EU migration: EU presses Turkey to agree deal
A delegation of European commissioners has travelled to Turkey in a last-ditch bid to secure a draft agreement on tackling Europe's migration crisis.
The EU had hoped to have an agreement in place ahead of a summit on Thursday.
But matters were delayed by three days of national mourning in Turkey after Saturday's bomb attacks in Ankara.
Nearly 600,000 migrants have reached the EU by sea so far this year, most via Turkey, says the International Organisation for Migration.
Turkey is thought to be hosting some two million migrants, most of them fleeing the war in neighbouring Syria.
In return for greater co-operation with the EU, Turkey is expected to press for more rapid progress towards visa-free travel for its citizens to European countries that have abolished border controls within the so-called Schengen area.
But the EU Council President Donald Tusk has warned that concessions will only be granted if they help reduce the influx of migrants, which stands at a record level.
Mr Tusk warned that next spring could bring an even bigger wave.
Migration in 2015
- More than 590,000 arrivals by sea to Europe in 2015, the IOM says - EU border force Frontex records 710,000 arriving in Europe overall, but cautions that a "large number" may have been double-counted in Greece and then Hungary/Croatia
- Up from 282,000 in 2014 (Frontex)
- 350,000 people detected arriving on Greek islands January-September this year - mainly from Turkey (Frontex)
- More than 3,000 people died trying to cross Mediterranean to Europe this year - mainly between Libya and Italy (IOM)
European Commission Vice-President Frans Timmermans is leading the delegation seeking to persuade the Turkish government to sign up to a joint action plan on the migration crisis.
Ahead of the visit, Mr Timmermans criticised EU nations for failing to provide funds and experts promised to help deal with the migrant crisis.
He said just three of the 28 EU members had pledged a total of about 12m euros (£8.9m; £13.7m) to a fund aimed at helping African countries manage their borders. The pot of money was supposed to accrue 1.8bn euros over two years.

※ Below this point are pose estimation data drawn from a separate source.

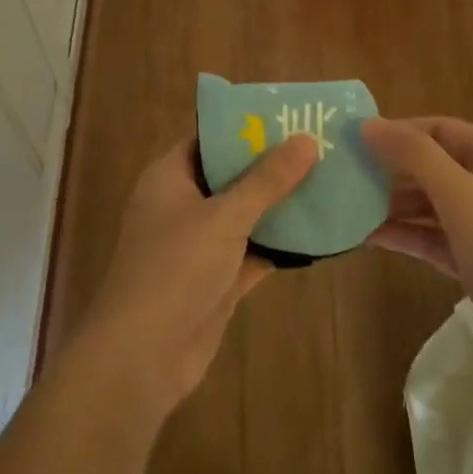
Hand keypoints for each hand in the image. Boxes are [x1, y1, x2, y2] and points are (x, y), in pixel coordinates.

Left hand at [77, 134, 317, 412]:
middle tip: (321, 146)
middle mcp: (183, 205)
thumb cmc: (175, 269)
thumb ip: (267, 180)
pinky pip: (253, 251)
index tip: (290, 117)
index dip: (246, 127)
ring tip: (329, 181)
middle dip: (272, 165)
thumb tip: (306, 139)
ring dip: (280, 205)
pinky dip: (280, 244)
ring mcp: (199, 245)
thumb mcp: (224, 216)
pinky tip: (320, 232)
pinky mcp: (217, 280)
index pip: (209, 139)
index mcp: (170, 177)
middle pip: (232, 176)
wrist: (143, 356)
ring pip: (246, 215)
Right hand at [359, 117, 472, 387]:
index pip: (437, 129)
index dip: (396, 131)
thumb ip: (415, 156)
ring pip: (430, 202)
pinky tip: (367, 237)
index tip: (353, 140)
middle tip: (343, 174)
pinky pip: (432, 236)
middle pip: (432, 164)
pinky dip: (405, 234)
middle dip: (390, 168)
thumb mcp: (460, 196)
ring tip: (347, 205)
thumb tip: (369, 124)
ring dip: (392, 203)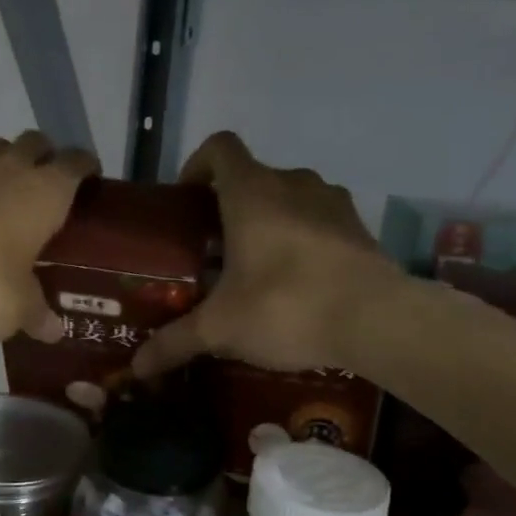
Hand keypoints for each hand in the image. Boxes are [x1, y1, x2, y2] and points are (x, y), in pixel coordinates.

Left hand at [0, 131, 97, 345]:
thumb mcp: (19, 308)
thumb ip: (39, 314)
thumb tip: (54, 331)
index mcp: (46, 192)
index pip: (76, 162)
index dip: (86, 168)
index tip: (92, 183)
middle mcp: (13, 173)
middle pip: (35, 142)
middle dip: (47, 157)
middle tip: (53, 191)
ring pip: (0, 149)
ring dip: (11, 161)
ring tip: (16, 197)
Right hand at [133, 132, 396, 377]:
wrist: (379, 320)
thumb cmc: (287, 305)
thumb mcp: (221, 328)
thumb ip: (175, 342)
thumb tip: (136, 367)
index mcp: (251, 191)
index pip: (219, 148)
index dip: (197, 166)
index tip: (187, 202)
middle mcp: (293, 183)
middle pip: (252, 177)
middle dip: (228, 207)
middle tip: (211, 250)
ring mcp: (332, 203)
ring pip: (289, 197)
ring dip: (269, 221)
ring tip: (255, 267)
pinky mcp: (360, 228)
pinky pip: (319, 221)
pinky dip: (303, 239)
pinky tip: (298, 282)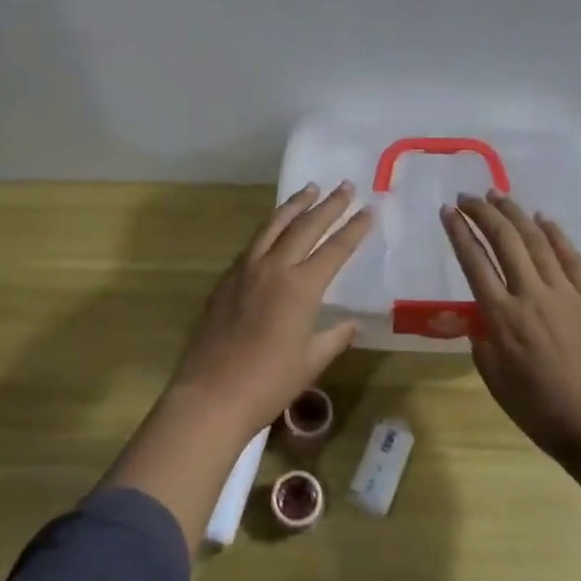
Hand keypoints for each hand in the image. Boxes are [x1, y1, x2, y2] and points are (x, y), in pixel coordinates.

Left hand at [170, 182, 372, 438]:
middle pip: (305, 226)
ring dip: (294, 205)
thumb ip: (334, 337)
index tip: (368, 210)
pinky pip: (253, 244)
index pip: (335, 249)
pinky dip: (270, 228)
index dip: (354, 229)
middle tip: (345, 186)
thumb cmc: (269, 383)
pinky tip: (274, 228)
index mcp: (301, 287)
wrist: (212, 393)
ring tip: (310, 189)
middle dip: (328, 205)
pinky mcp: (226, 279)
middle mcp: (274, 268)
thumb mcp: (310, 361)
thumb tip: (351, 323)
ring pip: (273, 226)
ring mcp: (246, 270)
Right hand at [440, 191, 580, 462]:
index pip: (474, 262)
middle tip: (468, 197)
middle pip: (503, 240)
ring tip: (498, 195)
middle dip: (482, 212)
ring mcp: (566, 293)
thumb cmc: (541, 410)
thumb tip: (481, 317)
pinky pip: (571, 257)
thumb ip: (482, 341)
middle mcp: (531, 295)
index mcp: (502, 317)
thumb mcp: (495, 380)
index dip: (458, 232)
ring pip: (536, 240)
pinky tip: (542, 218)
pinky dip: (555, 234)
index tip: (447, 212)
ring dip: (515, 214)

Only 130 police officers have been volunteered to help fingerprint people, he continued, falling far short of the 1,000 officers the EU's border agency and asylum office had been hoping for.
"Words need to be matched with action," he told reporters before flying to Turkey.

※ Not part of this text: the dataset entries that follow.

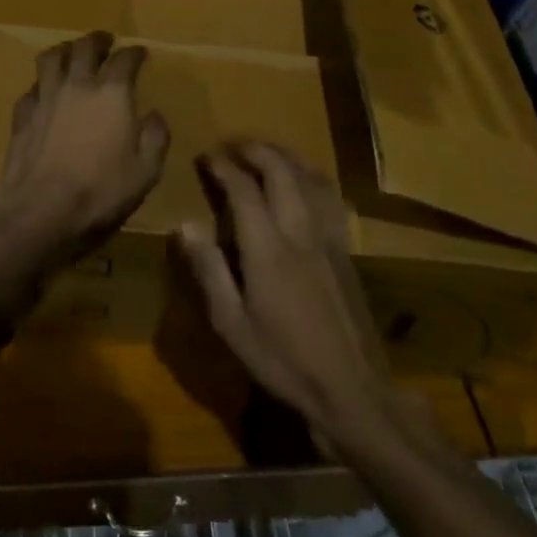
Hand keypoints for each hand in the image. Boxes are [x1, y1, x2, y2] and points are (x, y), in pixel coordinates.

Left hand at [0, 31, 170, 276]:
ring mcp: (45, 98)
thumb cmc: (101, 192)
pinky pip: (32, 88)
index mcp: (112, 94)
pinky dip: (41, 85)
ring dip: (64, 50)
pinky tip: (44, 93)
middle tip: (105, 40)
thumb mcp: (146, 172)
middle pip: (85, 47)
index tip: (141, 53)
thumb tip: (154, 115)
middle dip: (98, 40)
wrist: (40, 212)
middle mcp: (77, 86)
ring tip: (71, 52)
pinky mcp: (22, 116)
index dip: (135, 53)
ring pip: (51, 58)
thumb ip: (155, 138)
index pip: (125, 60)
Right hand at [176, 142, 426, 455]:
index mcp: (268, 248)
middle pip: (280, 169)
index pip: (243, 188)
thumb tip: (184, 224)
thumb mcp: (232, 324)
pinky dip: (311, 174)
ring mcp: (328, 237)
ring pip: (310, 175)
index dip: (223, 166)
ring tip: (264, 150)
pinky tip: (304, 178)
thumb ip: (209, 270)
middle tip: (231, 146)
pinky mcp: (346, 248)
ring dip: (284, 154)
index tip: (205, 157)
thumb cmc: (283, 360)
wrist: (352, 390)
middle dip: (254, 149)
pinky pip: (329, 195)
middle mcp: (300, 230)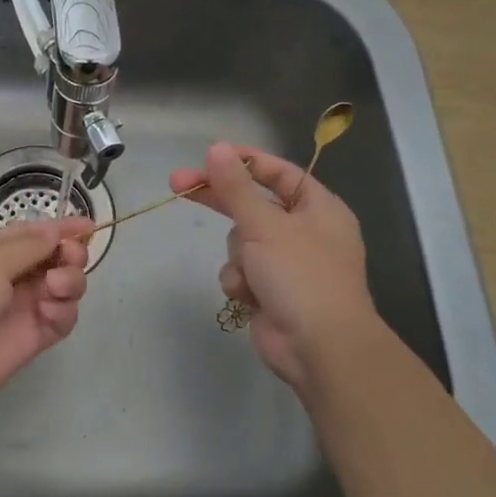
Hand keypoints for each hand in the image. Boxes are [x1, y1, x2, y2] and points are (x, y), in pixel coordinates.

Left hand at [0, 216, 93, 416]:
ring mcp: (21, 308)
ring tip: (56, 287)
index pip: (34, 234)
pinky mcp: (31, 339)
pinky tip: (51, 310)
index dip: (62, 229)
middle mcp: (9, 276)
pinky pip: (61, 319)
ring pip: (64, 288)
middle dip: (70, 254)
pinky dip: (65, 311)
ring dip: (70, 281)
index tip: (89, 226)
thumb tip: (57, 229)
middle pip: (55, 259)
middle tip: (68, 258)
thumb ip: (29, 245)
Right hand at [168, 143, 373, 392]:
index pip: (278, 172)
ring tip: (252, 274)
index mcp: (318, 208)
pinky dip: (240, 281)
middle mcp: (304, 231)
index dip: (244, 162)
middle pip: (252, 204)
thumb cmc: (301, 276)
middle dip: (220, 200)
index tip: (208, 156)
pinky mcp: (269, 290)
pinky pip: (240, 272)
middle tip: (177, 184)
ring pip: (240, 242)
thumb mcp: (265, 225)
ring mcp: (287, 263)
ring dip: (238, 256)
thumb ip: (236, 187)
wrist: (319, 348)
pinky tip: (250, 296)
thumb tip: (217, 148)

The joint action plan includes:
- Greater financial and procedural support for Turkey to deal with migrants
- Gaining permission from Turkey to help patrol its coastline
- Combating people smuggling
- Strengthening return operations
Many of the issues are sensitive ones, say correspondents - Greece, for instance, fears Turkey could increase its presence in the Aegean Sea separating the two nations where the two have rival territorial claims.

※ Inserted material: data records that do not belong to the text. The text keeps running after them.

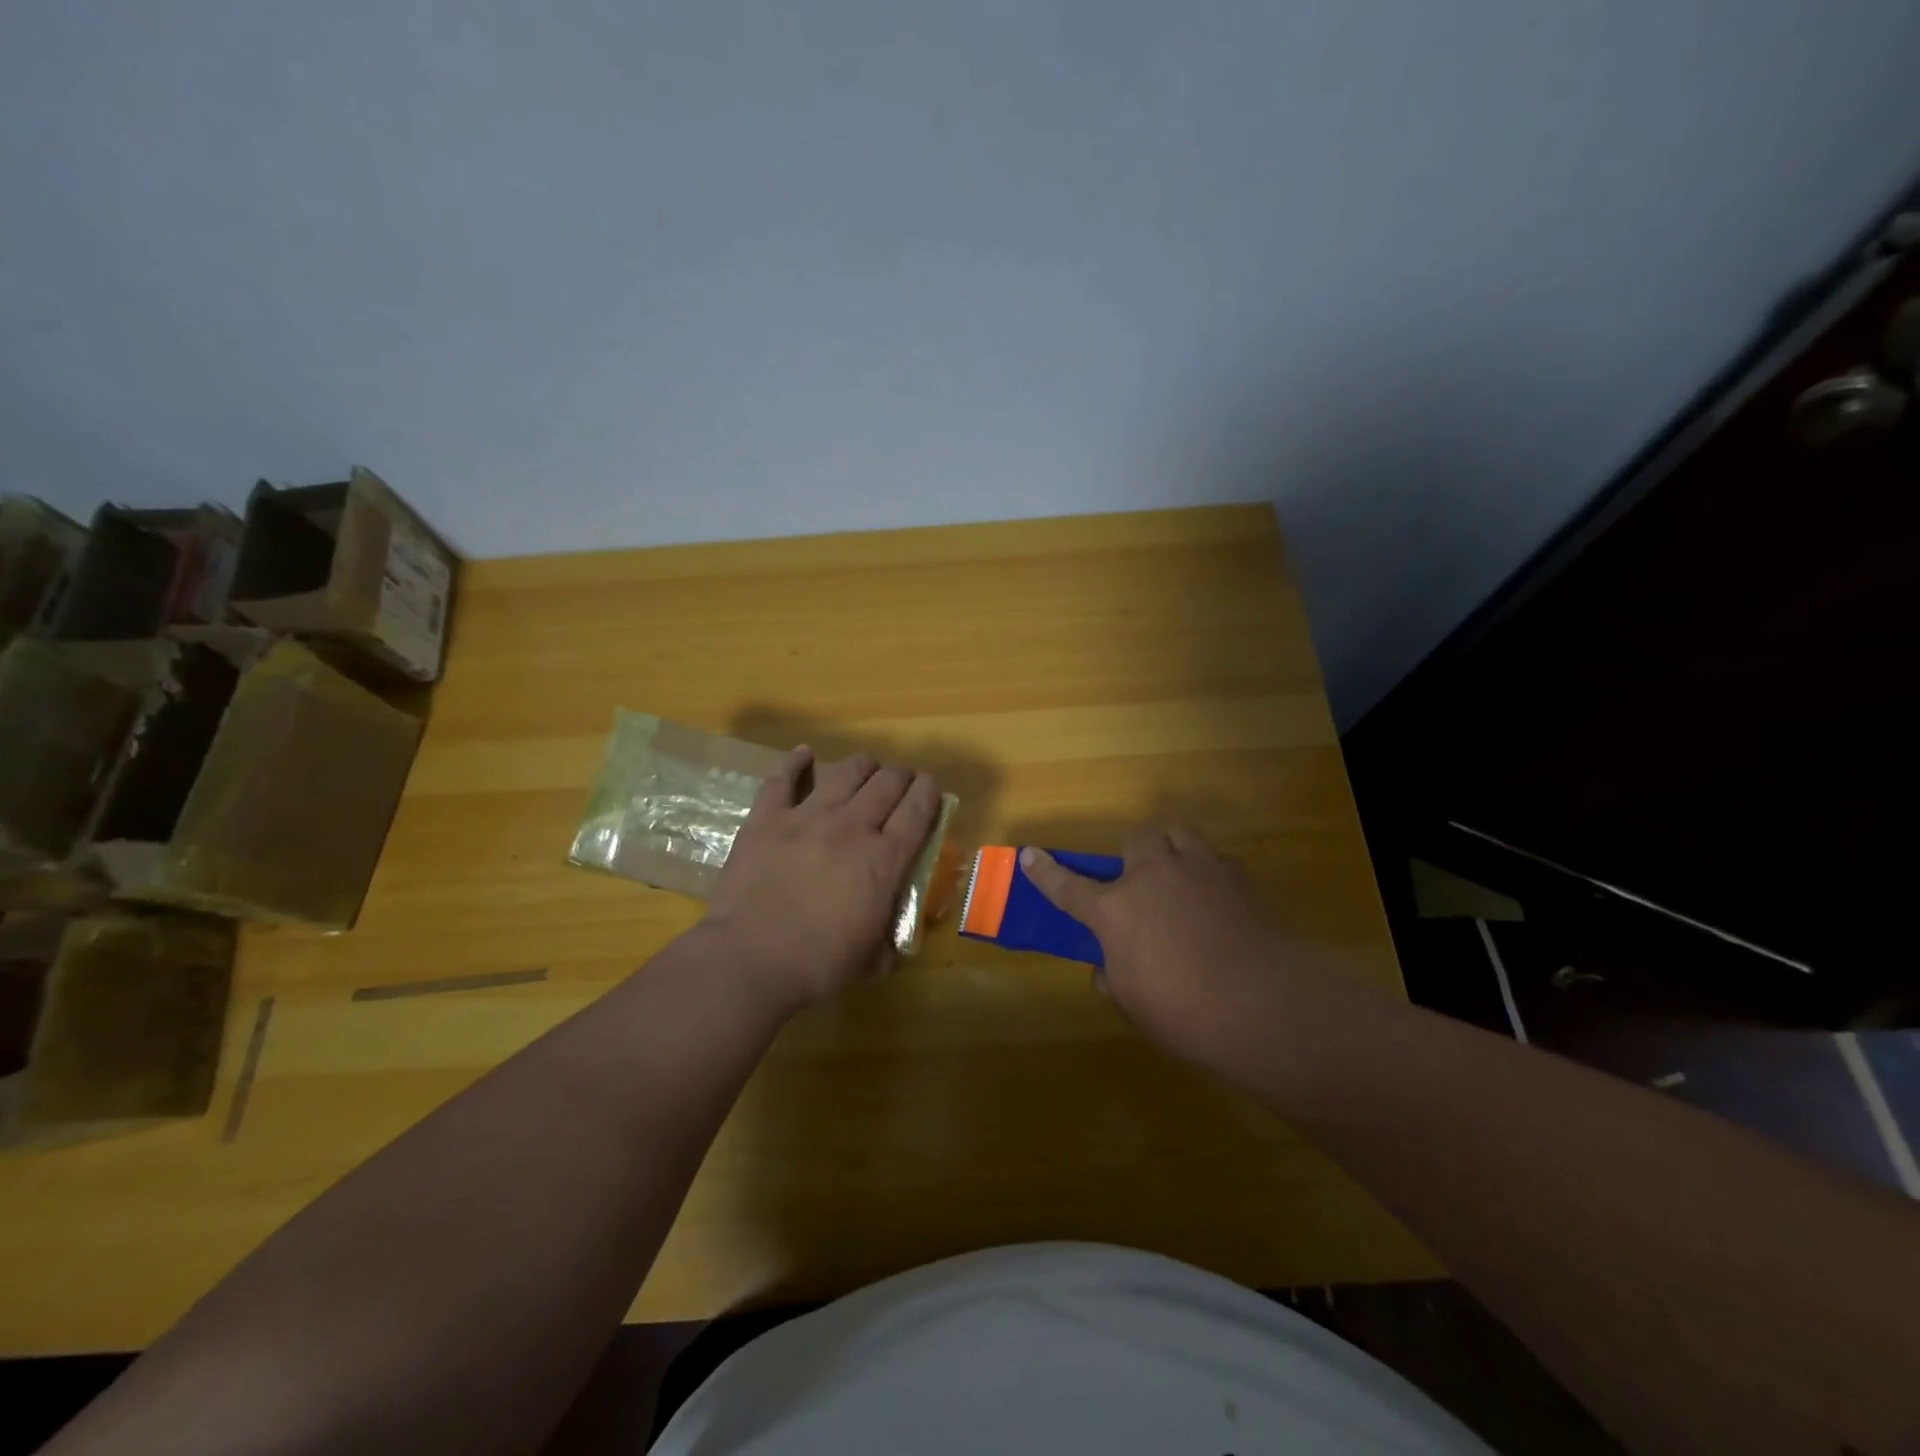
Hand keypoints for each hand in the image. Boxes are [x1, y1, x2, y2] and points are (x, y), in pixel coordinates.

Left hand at [703, 746, 941, 1013]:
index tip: (930, 788)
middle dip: (900, 775)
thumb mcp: (872, 960)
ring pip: (845, 772)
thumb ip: (888, 942)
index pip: (918, 810)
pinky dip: (795, 762)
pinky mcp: (767, 819)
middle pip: (886, 782)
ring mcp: (807, 817)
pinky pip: (783, 779)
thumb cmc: (818, 965)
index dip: (929, 792)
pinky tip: (803, 754)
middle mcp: (852, 827)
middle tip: (900, 781)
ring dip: (862, 765)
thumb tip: (892, 945)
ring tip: (865, 767)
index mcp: (884, 859)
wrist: (750, 960)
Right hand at [1020, 826, 1283, 1068]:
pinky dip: (1208, 871)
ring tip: (1181, 877)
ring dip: (1172, 849)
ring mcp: (1198, 869)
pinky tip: (1218, 901)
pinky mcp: (1238, 875)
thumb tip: (1108, 966)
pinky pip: (1214, 858)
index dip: (1045, 871)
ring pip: (1177, 832)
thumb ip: (1112, 977)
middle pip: (1136, 839)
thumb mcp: (1133, 1003)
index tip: (1029, 855)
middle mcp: (1152, 876)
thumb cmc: (1186, 1013)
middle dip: (1134, 854)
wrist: (1266, 1006)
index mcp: (1115, 909)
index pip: (1067, 885)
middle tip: (1142, 883)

And some EU member states have concerns about embracing Turkey, citing concerns over its human rights record, policies towards the Kurdish minority and media freedom.
The atmosphere in Turkey, meanwhile, remains febrile with three top Ankara officials - police, intelligence and security chiefs - suspended in the wake of Saturday's bombings in which 97 people died.
In a letter to the 29 EU leaders ahead of Thursday's summit in Brussels, Mr Tusk warned that the goal of talks with Turkey was "to stem the wave of refugees to Europe. An agreement with Turkey makes sense if it effectively reduces the inflow of refugees.
"Concessions will only be justified when this goal is achieved."
So far in 2015, 710,000 irregular migrants have entered the EU compared with 282,000 for the whole of 2014, the bloc's border agency Frontex said on Tuesday.
In his letter, Mr Tusk warned that the regional situation was "difficult and politically very complex.
"Just to give one example, Turkey is calling on us to support the establishment of a safe zone in northern Syria, whereas Russia - increasingly engaged in Syria - is openly rejecting this idea."
He went on: "We must ask ourselves if the decisions we have taken so far, and the ones we are going to take on Thursday, are sufficient to contain a new migratory wave" - a wave, he warned, that could mean millions of new arrivals in the spring.